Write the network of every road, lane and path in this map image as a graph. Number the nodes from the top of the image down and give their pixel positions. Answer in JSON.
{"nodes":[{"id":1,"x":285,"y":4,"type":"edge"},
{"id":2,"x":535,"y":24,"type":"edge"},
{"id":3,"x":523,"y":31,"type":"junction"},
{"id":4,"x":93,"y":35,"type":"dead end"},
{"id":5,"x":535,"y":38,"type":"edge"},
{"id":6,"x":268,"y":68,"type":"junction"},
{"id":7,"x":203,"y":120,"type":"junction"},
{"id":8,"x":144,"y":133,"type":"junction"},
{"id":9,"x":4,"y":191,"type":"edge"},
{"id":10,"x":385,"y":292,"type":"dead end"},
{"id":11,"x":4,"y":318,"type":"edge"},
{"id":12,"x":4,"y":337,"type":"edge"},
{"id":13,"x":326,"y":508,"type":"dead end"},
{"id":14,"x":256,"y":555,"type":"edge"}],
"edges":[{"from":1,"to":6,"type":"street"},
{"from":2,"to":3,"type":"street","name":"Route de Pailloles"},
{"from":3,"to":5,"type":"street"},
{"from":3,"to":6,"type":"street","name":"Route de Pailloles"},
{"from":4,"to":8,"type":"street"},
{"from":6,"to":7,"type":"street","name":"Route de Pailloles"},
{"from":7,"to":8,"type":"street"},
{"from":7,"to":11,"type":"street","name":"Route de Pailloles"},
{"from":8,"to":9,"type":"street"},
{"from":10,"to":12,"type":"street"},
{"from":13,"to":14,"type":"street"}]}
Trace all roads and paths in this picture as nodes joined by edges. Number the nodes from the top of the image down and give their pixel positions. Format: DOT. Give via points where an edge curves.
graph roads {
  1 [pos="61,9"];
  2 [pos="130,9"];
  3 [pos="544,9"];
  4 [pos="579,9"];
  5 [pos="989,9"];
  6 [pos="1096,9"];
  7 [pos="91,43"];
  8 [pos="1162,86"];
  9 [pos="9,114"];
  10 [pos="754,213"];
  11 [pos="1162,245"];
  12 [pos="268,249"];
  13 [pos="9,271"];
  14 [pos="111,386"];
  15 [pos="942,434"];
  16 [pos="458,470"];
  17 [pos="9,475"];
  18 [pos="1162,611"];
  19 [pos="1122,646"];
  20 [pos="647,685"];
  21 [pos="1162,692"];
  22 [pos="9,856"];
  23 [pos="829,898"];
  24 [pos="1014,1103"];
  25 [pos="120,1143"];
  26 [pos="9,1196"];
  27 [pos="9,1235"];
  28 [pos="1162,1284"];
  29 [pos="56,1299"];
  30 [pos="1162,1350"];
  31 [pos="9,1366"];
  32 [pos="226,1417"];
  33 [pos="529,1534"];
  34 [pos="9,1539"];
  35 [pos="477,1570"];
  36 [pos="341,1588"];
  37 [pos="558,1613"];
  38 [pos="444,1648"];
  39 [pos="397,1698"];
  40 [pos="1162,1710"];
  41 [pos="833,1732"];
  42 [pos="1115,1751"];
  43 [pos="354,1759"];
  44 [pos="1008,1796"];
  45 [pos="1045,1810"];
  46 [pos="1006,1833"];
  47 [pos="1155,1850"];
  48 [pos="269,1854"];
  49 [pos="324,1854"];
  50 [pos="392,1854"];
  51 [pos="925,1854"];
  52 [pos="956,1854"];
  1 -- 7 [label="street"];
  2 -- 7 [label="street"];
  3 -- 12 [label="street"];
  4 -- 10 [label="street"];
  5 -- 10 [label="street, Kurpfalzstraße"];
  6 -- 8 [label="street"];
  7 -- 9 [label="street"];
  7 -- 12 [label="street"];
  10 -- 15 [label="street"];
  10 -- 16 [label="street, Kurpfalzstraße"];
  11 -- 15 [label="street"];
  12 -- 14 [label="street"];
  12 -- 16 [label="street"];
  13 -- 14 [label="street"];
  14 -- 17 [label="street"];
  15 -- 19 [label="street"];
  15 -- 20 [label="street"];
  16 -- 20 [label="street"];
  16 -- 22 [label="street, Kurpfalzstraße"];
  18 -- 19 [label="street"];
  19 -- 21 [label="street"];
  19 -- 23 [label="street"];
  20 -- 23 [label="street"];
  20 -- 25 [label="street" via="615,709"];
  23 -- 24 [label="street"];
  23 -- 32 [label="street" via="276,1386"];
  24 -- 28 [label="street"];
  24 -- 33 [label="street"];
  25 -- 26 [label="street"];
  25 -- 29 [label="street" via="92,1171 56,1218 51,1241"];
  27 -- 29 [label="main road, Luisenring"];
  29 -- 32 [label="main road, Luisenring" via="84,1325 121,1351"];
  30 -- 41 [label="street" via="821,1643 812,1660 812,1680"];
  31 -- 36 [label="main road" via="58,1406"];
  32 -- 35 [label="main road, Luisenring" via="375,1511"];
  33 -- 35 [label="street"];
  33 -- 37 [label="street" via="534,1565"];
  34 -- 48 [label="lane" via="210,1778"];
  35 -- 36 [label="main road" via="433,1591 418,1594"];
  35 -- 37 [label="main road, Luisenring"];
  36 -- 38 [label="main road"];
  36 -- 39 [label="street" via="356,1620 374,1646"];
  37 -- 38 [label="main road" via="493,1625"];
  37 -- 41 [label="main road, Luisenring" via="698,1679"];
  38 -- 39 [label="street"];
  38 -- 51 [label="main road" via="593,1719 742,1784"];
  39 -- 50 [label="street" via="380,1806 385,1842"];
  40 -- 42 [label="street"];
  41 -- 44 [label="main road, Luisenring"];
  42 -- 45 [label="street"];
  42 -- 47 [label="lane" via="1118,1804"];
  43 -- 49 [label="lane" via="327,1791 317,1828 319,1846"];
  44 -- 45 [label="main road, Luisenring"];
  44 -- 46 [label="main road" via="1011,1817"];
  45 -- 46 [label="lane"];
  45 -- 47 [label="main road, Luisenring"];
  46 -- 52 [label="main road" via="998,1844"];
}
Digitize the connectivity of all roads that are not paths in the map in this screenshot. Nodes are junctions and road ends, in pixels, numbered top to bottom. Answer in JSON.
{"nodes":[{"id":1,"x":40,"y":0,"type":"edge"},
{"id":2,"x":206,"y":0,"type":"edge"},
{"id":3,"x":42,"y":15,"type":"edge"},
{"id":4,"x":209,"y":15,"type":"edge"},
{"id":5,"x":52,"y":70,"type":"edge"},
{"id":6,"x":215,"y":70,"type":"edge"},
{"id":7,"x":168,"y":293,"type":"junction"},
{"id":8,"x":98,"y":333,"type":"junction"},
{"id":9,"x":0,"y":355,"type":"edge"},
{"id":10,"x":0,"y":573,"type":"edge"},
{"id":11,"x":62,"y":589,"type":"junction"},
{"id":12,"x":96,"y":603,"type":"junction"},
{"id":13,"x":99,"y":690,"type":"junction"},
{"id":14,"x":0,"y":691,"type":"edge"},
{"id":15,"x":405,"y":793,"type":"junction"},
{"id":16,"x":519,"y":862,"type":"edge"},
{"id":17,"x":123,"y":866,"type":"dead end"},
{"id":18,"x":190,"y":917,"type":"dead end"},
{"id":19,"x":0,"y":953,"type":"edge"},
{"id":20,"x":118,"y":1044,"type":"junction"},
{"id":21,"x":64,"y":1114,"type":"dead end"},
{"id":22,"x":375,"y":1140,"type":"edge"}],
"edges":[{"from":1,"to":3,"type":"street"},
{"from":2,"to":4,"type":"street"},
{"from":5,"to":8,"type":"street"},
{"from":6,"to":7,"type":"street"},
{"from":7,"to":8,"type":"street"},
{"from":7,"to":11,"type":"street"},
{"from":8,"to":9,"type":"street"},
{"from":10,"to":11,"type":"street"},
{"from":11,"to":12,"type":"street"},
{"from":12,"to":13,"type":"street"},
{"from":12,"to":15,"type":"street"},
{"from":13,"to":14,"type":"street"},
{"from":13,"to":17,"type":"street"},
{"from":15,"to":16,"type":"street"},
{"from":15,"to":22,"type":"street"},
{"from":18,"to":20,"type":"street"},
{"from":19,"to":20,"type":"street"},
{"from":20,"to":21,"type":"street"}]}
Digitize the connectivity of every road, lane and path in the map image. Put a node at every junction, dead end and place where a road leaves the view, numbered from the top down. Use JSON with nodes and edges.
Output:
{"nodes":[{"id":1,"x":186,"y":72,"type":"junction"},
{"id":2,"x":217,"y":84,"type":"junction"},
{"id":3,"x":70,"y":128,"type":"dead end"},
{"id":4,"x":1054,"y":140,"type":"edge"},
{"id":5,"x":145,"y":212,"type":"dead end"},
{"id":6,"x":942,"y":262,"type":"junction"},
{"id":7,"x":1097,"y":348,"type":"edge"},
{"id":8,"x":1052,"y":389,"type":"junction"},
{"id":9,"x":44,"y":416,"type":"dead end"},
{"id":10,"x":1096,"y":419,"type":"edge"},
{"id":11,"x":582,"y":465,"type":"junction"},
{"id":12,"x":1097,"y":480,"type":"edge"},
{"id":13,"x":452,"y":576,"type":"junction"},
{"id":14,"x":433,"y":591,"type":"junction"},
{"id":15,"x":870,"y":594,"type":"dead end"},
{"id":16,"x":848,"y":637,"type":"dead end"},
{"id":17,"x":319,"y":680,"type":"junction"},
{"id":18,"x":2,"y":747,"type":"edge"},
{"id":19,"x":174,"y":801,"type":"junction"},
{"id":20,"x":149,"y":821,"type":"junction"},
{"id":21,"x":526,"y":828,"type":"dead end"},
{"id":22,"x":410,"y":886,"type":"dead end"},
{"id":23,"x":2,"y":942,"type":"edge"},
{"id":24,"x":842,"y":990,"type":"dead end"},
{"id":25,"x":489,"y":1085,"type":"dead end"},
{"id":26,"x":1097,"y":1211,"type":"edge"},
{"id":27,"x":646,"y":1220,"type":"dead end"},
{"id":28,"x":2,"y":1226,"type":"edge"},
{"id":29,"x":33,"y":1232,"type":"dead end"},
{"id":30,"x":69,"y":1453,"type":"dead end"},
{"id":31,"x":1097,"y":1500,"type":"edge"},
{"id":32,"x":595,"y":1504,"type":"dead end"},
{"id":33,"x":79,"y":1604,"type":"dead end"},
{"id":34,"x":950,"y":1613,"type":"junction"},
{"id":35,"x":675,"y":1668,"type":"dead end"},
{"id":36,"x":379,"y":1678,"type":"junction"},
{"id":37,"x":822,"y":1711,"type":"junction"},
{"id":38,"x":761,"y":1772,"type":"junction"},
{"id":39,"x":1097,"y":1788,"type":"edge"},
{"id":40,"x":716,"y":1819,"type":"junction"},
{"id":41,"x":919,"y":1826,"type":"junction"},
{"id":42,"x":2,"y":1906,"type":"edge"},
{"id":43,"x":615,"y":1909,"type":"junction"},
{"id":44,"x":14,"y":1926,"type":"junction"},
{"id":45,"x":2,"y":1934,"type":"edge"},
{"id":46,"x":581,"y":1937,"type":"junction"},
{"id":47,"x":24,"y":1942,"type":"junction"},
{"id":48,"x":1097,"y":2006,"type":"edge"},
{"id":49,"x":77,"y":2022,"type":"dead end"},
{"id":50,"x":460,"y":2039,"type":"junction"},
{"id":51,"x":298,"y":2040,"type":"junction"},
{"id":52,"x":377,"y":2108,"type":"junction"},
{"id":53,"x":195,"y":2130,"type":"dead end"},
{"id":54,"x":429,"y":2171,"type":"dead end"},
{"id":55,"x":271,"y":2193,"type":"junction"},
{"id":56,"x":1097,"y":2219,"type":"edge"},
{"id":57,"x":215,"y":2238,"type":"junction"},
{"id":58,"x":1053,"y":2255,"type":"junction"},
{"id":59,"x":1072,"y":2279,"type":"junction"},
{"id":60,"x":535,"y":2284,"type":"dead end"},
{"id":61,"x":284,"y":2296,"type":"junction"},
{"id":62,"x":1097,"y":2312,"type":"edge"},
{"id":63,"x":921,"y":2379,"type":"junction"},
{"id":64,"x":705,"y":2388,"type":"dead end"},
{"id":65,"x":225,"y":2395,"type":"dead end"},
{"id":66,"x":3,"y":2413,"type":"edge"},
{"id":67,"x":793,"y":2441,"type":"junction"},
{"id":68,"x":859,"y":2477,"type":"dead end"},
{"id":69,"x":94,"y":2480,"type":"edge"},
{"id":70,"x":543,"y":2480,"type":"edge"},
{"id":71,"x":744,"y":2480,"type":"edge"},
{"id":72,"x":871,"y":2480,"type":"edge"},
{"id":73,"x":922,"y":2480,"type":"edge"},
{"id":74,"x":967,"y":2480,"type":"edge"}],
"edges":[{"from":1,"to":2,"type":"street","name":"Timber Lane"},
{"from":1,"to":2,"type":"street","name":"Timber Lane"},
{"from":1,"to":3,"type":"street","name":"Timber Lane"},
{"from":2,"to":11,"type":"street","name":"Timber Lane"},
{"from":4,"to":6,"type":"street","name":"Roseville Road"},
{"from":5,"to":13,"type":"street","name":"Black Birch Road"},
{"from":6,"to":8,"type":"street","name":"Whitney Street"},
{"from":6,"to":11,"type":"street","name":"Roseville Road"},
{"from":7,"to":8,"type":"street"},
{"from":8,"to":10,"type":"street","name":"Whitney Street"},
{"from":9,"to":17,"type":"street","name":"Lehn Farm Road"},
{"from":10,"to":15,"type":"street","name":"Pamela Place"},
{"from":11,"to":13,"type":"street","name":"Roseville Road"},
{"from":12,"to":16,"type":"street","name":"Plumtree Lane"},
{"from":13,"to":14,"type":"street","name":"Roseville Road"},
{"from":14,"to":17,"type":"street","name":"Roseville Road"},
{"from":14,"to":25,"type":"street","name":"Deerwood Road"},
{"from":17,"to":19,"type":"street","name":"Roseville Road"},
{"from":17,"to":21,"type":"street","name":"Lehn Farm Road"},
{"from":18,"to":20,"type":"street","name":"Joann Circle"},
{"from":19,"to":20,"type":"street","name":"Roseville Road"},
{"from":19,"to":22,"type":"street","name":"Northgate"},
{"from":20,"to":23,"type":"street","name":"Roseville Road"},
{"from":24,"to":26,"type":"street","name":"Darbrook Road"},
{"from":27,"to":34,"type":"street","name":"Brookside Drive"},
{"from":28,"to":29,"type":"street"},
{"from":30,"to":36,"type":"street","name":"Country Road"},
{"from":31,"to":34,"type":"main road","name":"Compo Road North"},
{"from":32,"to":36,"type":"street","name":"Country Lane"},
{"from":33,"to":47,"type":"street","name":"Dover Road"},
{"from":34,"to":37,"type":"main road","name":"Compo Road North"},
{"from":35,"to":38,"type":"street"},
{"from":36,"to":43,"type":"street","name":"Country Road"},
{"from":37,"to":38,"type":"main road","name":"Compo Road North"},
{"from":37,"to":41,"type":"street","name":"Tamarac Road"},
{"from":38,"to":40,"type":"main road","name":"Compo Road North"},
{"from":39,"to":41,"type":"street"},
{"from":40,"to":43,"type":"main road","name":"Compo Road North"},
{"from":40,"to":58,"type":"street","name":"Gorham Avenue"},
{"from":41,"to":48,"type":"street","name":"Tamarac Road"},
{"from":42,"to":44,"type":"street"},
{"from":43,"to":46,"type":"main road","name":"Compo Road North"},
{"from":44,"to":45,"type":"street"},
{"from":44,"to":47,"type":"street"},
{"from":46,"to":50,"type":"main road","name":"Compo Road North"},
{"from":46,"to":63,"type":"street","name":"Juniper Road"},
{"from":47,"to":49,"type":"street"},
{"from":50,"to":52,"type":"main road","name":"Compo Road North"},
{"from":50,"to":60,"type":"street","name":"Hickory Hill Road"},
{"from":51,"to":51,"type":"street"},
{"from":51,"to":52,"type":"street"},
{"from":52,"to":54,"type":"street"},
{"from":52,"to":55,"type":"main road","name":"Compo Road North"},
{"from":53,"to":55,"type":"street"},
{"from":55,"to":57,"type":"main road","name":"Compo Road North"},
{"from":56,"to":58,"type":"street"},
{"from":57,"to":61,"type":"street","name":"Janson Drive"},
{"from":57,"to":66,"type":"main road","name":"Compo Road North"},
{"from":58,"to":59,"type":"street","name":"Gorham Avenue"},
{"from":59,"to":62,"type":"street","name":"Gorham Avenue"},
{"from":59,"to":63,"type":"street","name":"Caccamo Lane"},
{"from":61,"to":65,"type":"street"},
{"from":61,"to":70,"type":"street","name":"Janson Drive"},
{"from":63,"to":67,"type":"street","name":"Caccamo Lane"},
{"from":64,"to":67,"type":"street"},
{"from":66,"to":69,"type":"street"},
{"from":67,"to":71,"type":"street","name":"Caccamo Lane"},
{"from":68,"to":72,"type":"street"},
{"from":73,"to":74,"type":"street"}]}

++++

**WHAT THE TASK REQUIRES**
Every line above in which the word "Caccamo" occurs needs to be copied.

**ANSWER SECTION**
{"from":59,"to":63,"type":"street","name":"Caccamo Lane"},
{"from":63,"to":67,"type":"street","name":"Caccamo Lane"},
{"from":67,"to":71,"type":"street","name":"Caccamo Lane"},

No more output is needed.